**WHAT YOU HAVE TO DO:** Copy the records below word for word, from the first line through the line that contains "ctx.lineCap = dash ? 'butt' : 'round';", and leave out any pictures.

Collected data:
◇ ◇ ◇ ◇ ◇
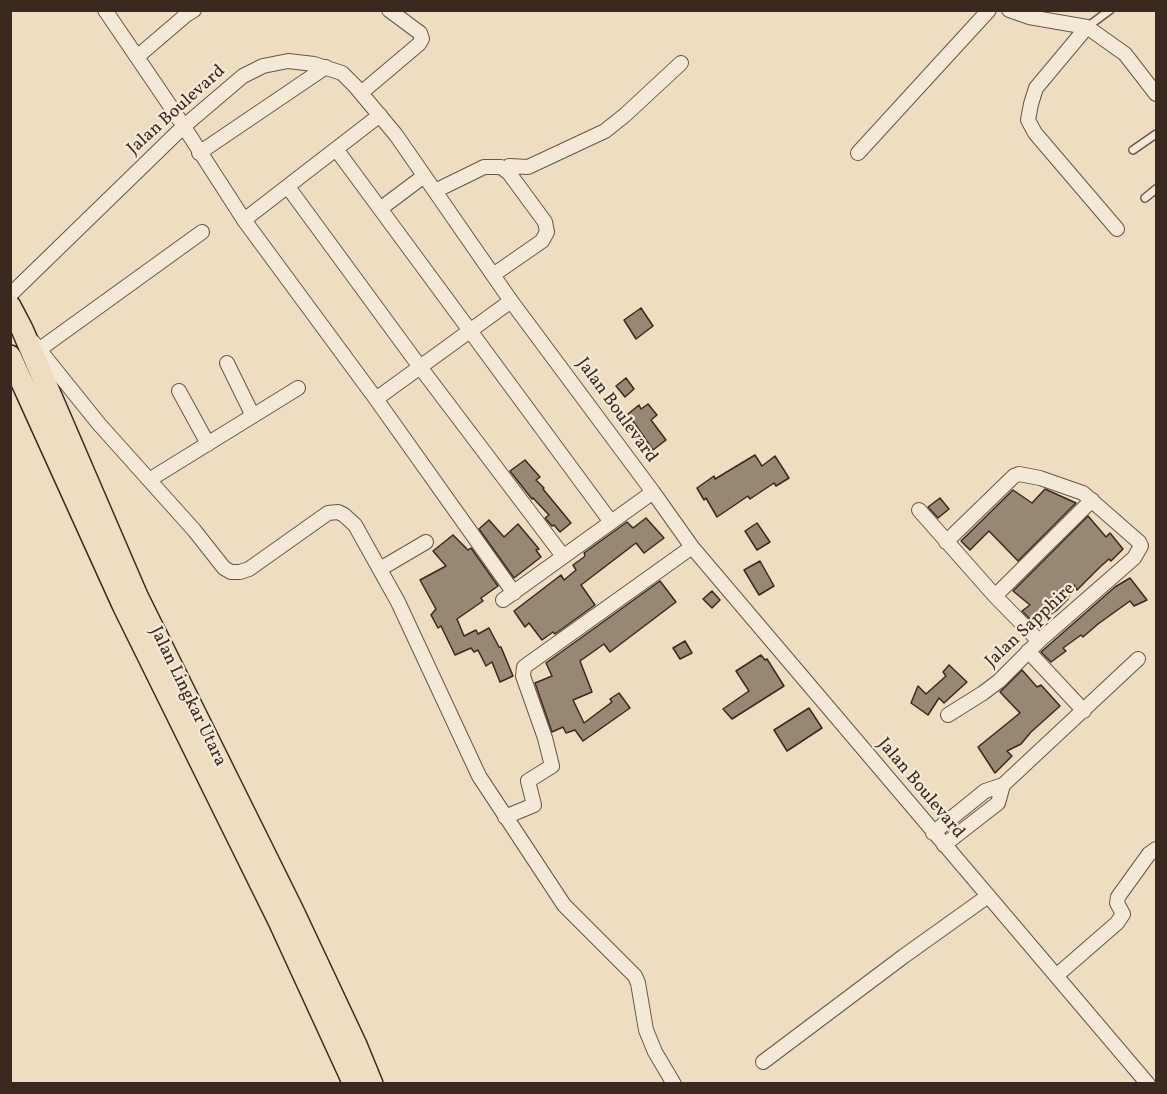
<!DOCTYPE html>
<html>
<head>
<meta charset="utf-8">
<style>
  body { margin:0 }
  #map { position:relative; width:1167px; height:1094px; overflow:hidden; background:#eeddc0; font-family:Vollkorn,serif }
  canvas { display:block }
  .frame { position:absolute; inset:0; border:12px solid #3b291f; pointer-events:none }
</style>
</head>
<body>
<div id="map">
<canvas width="1167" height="1094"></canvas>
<div class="frame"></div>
</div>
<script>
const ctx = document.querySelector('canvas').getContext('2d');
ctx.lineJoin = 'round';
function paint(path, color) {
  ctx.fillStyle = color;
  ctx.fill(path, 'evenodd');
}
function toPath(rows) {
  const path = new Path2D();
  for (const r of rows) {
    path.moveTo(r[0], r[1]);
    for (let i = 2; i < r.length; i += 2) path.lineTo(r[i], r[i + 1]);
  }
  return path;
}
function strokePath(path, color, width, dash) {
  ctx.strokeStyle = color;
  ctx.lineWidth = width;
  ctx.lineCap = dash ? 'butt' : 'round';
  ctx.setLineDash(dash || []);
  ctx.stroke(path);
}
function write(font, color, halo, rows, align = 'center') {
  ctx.font = font + ' Vollkorn,serif';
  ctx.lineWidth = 4.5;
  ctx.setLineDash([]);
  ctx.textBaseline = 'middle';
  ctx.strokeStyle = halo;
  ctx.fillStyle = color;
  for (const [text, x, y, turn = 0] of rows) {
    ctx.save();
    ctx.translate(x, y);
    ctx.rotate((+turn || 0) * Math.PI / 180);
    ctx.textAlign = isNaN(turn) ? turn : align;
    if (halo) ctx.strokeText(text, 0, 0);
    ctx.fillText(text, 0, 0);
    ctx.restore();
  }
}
const building = toPath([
  [641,308,653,326,636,339,624,320,641,308],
  [626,378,634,389,625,397,616,386,626,378],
  [648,404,657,415,651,420,666,440,653,450,628,414,639,405,641,409,648,404],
  [755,455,762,466,775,456,789,478,776,486,774,483,750,499,748,496,717,517,706,498,704,500,697,488,714,476,715,479,755,455],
  [525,460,540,477,536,480,544,488,543,489,571,523,560,532,554,525,552,526,545,518,549,515,533,498,532,499,510,471,525,460],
  [1045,489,1076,503,1018,561,989,531,970,550,961,541,1013,490,1032,503,1045,489],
  [940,498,949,509,938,518,928,507,940,498],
  [1088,516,1106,537,1110,533,1123,549,1111,561,1109,559,1100,567,1077,590,1074,585,1068,599,1057,610,1043,619,1041,617,1035,624,1022,611,1030,605,1013,591,1088,516],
  [646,518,664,538,644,553,636,543,581,585,595,605,555,634,553,632,542,640,529,623,525,627,514,611,561,575,564,580,576,570,573,565,584,557,585,555,584,553,627,522,633,528,646,518],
  [489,520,504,537,518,524,539,549,536,550,541,557,514,578,479,529,489,520],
  [757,523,770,542,757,550,745,531,757,523],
  [453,535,468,550,471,548,498,586,481,598,483,601,457,619,464,636,476,630,478,634,489,628,499,647,501,647,513,676,500,682,492,662,486,666,478,650,474,652,471,648,455,655,441,626,438,628,431,615,436,609,420,580,446,566,433,551,453,535],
  [760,561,774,586,759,595,744,570,760,561],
  [1130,578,1147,600,1134,606,1130,601,1098,624,1083,637,1081,635,1063,648,1066,651,1051,662,1041,652,1115,587,1130,578],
  [660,581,676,602,610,652,604,644,580,661,592,692,573,700,584,723,612,702,610,699,619,693,630,708,583,741,575,730,566,733,563,727,552,732,535,683,552,676,546,663,660,581],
  [712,591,720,600,712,608,703,599,712,591],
  [685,641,692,653,680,659,673,648,685,641],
  [761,655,765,660,767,659,784,686,732,719,723,709,749,691,736,671,761,655],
  [949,665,967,682,944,703,939,698,928,715,911,703,918,686,926,694,946,676,943,672,949,665],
  [1022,670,1037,687,1041,685,1060,706,1031,732,1021,744,1007,751,1012,756,995,773,978,747,1020,713,1000,692,1022,670],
  [809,708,822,728,787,751,774,730,809,708]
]);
const service = toPath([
  [1087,27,1110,10],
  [1133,150,1156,134],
  [1145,198,1156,189]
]);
const minor = toPath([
  [105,10,177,116,244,220,376,399,514,593],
  [1009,10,1029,17,1087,27,1125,54,1156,94],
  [1087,27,1036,88,1031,104,1028,120,1035,133,1117,229],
  [137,57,186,15,194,10],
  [361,93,419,44,422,39,420,33,389,10],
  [336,149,611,522],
  [199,153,326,67],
  [858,153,989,10],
  [505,169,509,166,528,167,605,131,625,115,681,63],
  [288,187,420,367,563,556],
  [435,191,484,167,501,167,509,173,545,222,547,232,542,241,493,275],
  [380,209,424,176],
  [244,220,380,115],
  [10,295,183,127,243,76,263,66,288,61,314,64,342,73,355,86,396,135,511,301,653,492,692,547,1148,1084],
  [33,342,99,424,194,530,224,568,231,572,240,572,249,569,328,513,338,512,344,515,355,525,398,602,479,776,564,905,635,976,638,983,646,1030,655,1052,674,1084],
  [40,349,202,232],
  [227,363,253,416],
  [179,391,208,444],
  [376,399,511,301],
  [149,480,298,388],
  [919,510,995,596,1039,641],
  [946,542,1014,476,1019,474,1040,478,1083,493,1139,542,1141,546,1134,558,1039,641,999,681,983,693,948,715],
  [380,569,426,542],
  [995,596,1092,500],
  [503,600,653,492],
  [1028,651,1084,711],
  [505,817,534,805,528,781,552,766,545,738,523,676,524,667,692,547],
  [933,833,985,791,1003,785,1138,659],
  [944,845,998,803,1003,785],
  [1056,976,1117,923,1123,914,1117,903,1118,897,1149,854,1156,849],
  [763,1062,904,956,988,896]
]);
const primary = toPath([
  [10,306,22,329,137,596,293,911,356,1045,372,1084],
  [10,356,123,605,279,921,354,1084]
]);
const streetNames = [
  ["Jalan Boulevard",177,111,-42],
  ["Jalan Boulevard",616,411,54],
  ["Jalan Sapphire",1031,626,-43],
  ["Jalan Lingkar Utara",187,697,64],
  ["Jalan Boulevard",920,789,50]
];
paint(building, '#988773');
strokePath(building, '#3b291f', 1.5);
strokePath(service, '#685647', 10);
strokePath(minor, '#685647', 16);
strokePath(primary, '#3b291f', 24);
strokePath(service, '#f4e9d6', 7);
strokePath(minor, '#f4e9d6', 14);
strokePath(primary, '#eeddc0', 21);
write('18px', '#3b291f', '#f4e9d6', streetNames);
</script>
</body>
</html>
◇ ◇ ◇ ◇ ◇
**SOLUTION FOR THIS EXERCISE:**
<!DOCTYPE html>
<html>
<head>
<meta charset="utf-8">
<style>
  body { margin:0 }
  #map { position:relative; width:1167px; height:1094px; overflow:hidden; background:#eeddc0; font-family:Vollkorn,serif }
  canvas { display:block }
  .frame { position:absolute; inset:0; border:12px solid #3b291f; pointer-events:none }
</style>
</head>
<body>
<div id="map">
<canvas width="1167" height="1094"></canvas>
<div class="frame"></div>
</div>
<script>
const ctx = document.querySelector('canvas').getContext('2d');
ctx.lineJoin = 'round';
function paint(path, color) {
  ctx.fillStyle = color;
  ctx.fill(path, 'evenodd');
}
function toPath(rows) {
  const path = new Path2D();
  for (const r of rows) {
    path.moveTo(r[0], r[1]);
    for (let i = 2; i < r.length; i += 2) path.lineTo(r[i], r[i + 1]);
  }
  return path;
}
function strokePath(path, color, width, dash) {
  ctx.strokeStyle = color;
  ctx.lineWidth = width;
  ctx.lineCap = dash ? 'butt' : 'round';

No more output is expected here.